== EXERCISE DIRECTIONS ==
Exactly as shown below, retype every line of the data.

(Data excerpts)
+ + +

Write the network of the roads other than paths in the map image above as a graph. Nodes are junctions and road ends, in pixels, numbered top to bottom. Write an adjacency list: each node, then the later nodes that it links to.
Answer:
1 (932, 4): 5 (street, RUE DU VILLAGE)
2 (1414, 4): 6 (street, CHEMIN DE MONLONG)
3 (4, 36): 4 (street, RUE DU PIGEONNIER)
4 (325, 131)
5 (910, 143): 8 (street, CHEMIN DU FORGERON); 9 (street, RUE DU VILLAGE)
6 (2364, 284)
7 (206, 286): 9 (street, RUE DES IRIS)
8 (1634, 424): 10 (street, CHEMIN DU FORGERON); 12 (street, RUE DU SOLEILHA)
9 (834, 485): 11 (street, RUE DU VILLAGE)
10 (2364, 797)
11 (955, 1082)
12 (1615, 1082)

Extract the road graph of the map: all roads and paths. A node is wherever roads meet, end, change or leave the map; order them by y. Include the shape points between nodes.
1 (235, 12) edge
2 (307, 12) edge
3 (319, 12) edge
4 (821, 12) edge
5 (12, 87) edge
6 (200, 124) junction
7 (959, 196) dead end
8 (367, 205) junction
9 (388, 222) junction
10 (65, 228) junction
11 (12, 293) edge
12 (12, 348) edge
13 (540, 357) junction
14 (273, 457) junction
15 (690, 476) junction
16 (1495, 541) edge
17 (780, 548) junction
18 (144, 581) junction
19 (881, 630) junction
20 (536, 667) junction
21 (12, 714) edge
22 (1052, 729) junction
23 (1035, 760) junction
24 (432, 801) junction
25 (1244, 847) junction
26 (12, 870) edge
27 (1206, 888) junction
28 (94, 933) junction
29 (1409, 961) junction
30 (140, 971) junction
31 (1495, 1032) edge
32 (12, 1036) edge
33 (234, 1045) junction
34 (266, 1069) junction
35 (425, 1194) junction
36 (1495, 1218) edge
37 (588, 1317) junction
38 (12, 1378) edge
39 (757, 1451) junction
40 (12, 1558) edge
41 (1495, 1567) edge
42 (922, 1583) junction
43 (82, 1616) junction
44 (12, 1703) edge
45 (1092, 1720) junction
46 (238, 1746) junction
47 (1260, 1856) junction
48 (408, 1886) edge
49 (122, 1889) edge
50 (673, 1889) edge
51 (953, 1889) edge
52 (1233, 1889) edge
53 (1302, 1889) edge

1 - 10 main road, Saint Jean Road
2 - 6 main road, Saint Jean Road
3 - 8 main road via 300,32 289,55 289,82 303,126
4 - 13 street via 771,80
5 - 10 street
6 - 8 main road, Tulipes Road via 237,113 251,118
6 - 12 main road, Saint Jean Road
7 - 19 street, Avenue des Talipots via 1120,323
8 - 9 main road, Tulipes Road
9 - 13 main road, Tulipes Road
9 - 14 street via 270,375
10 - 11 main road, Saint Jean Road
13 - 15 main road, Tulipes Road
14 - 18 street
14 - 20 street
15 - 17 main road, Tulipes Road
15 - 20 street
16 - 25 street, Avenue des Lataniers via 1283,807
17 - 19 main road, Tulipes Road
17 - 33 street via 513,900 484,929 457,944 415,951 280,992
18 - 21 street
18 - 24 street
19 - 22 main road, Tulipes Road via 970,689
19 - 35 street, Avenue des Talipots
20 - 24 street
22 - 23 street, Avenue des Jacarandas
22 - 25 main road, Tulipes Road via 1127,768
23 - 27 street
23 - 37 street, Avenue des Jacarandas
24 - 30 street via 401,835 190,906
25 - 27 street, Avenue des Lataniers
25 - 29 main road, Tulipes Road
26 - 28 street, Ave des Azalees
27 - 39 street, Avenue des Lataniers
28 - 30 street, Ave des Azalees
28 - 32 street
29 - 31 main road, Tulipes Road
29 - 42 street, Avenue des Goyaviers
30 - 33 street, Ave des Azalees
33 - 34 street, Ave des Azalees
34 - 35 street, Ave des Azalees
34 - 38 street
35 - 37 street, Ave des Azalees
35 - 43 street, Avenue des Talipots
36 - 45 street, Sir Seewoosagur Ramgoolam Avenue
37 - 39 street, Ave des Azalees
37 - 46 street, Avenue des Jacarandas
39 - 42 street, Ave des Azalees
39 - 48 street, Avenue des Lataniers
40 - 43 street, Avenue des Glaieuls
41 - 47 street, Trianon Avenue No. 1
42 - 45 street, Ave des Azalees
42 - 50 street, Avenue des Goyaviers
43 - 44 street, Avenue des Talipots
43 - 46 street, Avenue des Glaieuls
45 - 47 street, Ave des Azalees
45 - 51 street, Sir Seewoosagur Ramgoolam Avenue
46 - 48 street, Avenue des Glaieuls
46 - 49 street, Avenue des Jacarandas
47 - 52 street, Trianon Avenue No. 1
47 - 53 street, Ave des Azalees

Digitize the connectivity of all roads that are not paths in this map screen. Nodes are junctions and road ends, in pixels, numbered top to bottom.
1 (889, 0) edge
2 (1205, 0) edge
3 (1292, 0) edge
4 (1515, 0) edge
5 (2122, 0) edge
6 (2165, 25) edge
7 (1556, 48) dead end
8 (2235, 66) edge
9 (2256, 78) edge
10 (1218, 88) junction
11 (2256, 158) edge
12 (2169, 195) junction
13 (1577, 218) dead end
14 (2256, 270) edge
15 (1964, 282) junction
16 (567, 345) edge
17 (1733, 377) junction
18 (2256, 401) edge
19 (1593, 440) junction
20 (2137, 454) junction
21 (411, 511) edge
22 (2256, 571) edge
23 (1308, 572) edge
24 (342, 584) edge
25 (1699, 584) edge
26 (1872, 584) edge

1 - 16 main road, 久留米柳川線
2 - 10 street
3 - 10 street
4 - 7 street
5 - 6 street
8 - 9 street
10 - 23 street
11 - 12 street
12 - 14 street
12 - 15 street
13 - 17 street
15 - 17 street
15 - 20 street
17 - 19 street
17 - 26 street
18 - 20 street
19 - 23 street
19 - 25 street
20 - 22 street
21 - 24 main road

+ + +

== ANSWER FOR THIS EXERCISE ==
Write the network of the roads other than paths in the map image above as a graph. Nodes are junctions and road ends, in pixels, numbered top to bottom. Write an adjacency list: each node, then the later nodes that it links to.
Answer:
1 (932, 4): 5 (street, RUE DU VILLAGE)
2 (1414, 4): 6 (street, CHEMIN DE MONLONG)
3 (4, 36): 4 (street, RUE DU PIGEONNIER)
4 (325, 131)
5 (910, 143): 8 (street, CHEMIN DU FORGERON); 9 (street, RUE DU VILLAGE)
6 (2364, 284)
7 (206, 286): 9 (street, RUE DES IRIS)
8 (1634, 424): 10 (street, CHEMIN DU FORGERON); 12 (street, RUE DU SOLEILHA)
9 (834, 485): 11 (street, RUE DU VILLAGE)
10 (2364, 797)
11 (955, 1082)
12 (1615, 1082)

Extract the road graph of the map: all roads and paths. A node is wherever roads meet, end, change or leave the map; order them by y. Include the shape points between nodes.
1 (235, 12) edge
2 (307, 12) edge
3 (319, 12) edge
4 (821, 12) edge
5 (12, 87) edge
6 (200, 124) junction
7 (959, 196) dead end
8 (367, 205) junction
9 (388, 222) junction
10 (65, 228) junction
11 (12, 293) edge
12 (12, 348) edge
13 (540, 357) junction
14 (273, 457) junction
15 (690, 476) junction
16 (1495, 541) edge
17 (780, 548) junction
18 (144, 581) junction
19 (881, 630) junction
20 (536, 667) junction
21 (12, 714) edge
22 (1052, 729) junction
23 (1035, 760) junction
24 (432, 801) junction
25 (1244, 847) junction
26 (12, 870) edge
27 (1206, 888) junction
28 (94, 933) junction
29 (1409, 961) junction
30 (140, 971) junction
31 (1495, 1032) edge
32 (12, 1036) edge
33 (234, 1045) junction
34 (266, 1069) junction
35 (425, 1194) junction
36 (1495, 1218) edge
37 (588, 1317) junction
38 (12, 1378) edge
39 (757, 1451) junction
40 (12, 1558) edge
41 (1495, 1567) edge
42 (922, 1583) junction
43 (82, 1616) junction
44 (12, 1703) edge
45 (1092, 1720) junction
46 (238, 1746) junction
47 (1260, 1856) junction
48 (408, 1886) edge
49 (122, 1889) edge
50 (673, 1889) edge
51 (953, 1889) edge
52 (1233, 1889) edge
53 (1302, 1889) edge

1 - 10 main road, Saint Jean Road
2 - 6 main road, Saint Jean Road
3 - 8 main road via 300,32 289,55 289,82 303,126
4 - 13 street via 771,80
5 - 10 street
6 - 8 main road, Tulipes Road via 237,113 251,118
6 - 12 main road, Saint Jean Road
7 - 19 street, Avenue des Talipots via 1120,323
8 - 9 main road, Tulipes Road
9 - 13 main road, Tulipes Road
9 - 14 street via 270,375
10 - 11 main road, Saint Jean Road
13 - 15 main road, Tulipes Road
14 - 18 street
14 - 20 street
15 - 17 main road, Tulipes Road
15 - 20 street
16 - 25 street, Avenue des Lataniers via 1283,807
17 - 19 main road, Tulipes Road
17 - 33 street via 513,900 484,929 457,944 415,951 280,992
18 - 21 street
18 - 24 street
19 - 22 main road, Tulipes Road via 970,689
19 - 35 street, Avenue des Talipots
20 - 24 street
22 - 23 street, Avenue des Jacarandas
22 - 25 main road, Tulipes Road via 1127,768
23 - 27 street
23 - 37 street, Avenue des Jacarandas
24 - 30 street via 401,835 190,906
25 - 27 street, Avenue des Lataniers
25 - 29 main road, Tulipes Road
26 - 28 street, Ave des Azalees
27 - 39 street, Avenue des Lataniers
28 - 30 street, Ave des Azalees
28 - 32 street
29 - 31 main road, Tulipes Road
29 - 42 street, Avenue des Goyaviers
30 - 33 street, Ave des Azalees
33 - 34 street, Ave des Azalees
34 - 35 street, Ave des Azalees
34 - 38 street
35 - 37 street, Ave des Azalees
35 - 43 street, Avenue des Talipots
36 - 45 street, Sir Seewoosagur Ramgoolam Avenue
37 - 39 street, Ave des Azalees
37 - 46 street, Avenue des Jacarandas
39 - 42 street, Ave des Azalees
39 - 48 street, Avenue des Lataniers
40 - 43 street, Avenue des Glaieuls
41 - 47 street, Trianon Avenue No. 1
42 - 45 street, Ave des Azalees
42 - 50 street, Avenue des Goyaviers
43 - 44 street, Avenue des Talipots
43 - 46 street, Avenue des Glaieuls
45 - 47 street, Ave des Azalees
45 - 51 street, Sir Seewoosagur Ramgoolam Avenue
46 - 48 street, Avenue des Glaieuls
46 - 49 street, Avenue des Jacarandas
47 - 52 street, Trianon Avenue No. 1
47 - 53 street, Ave des Azalees

Digitize the connectivity of all roads that are not paths in this map screen. Nodes are junctions and road ends, in pixels, numbered top to bottom.
1 (889, 0) edge
2 (1205, 0) edge
3 (1292, 0) edge
4 (1515, 0) edge
5 (2122, 0) edge
6 (2165, 25) edge
7 (1556, 48) dead end
8 (2235, 66) edge
9 (2256, 78) edge
10 (1218, 88) junction
11 (2256, 158) edge
12 (2169, 195) junction
13 (1577, 218) dead end
14 (2256, 270) edge
15 (1964, 282) junction
16 (567, 345) edge
17 (1733, 377) junction
18 (2256, 401) edge
19 (1593, 440) junction
20 (2137, 454) junction
21 (411, 511) edge
22 (2256, 571) edge
23 (1308, 572) edge
24 (342, 584) edge
25 (1699, 584) edge
26 (1872, 584) edge

1 - 16 main road, 久留米柳川線
2 - 10 street
3 - 10 street
4 - 7 street
5 - 6 street
8 - 9 street
10 - 23 street
11 - 12 street
12 - 14 street
12 - 15 street
13 - 17 street
15 - 17 street
15 - 20 street
17 - 19 street
17 - 26 street
18 - 20 street
19 - 23 street
19 - 25 street
20 - 22 street
21 - 24 main road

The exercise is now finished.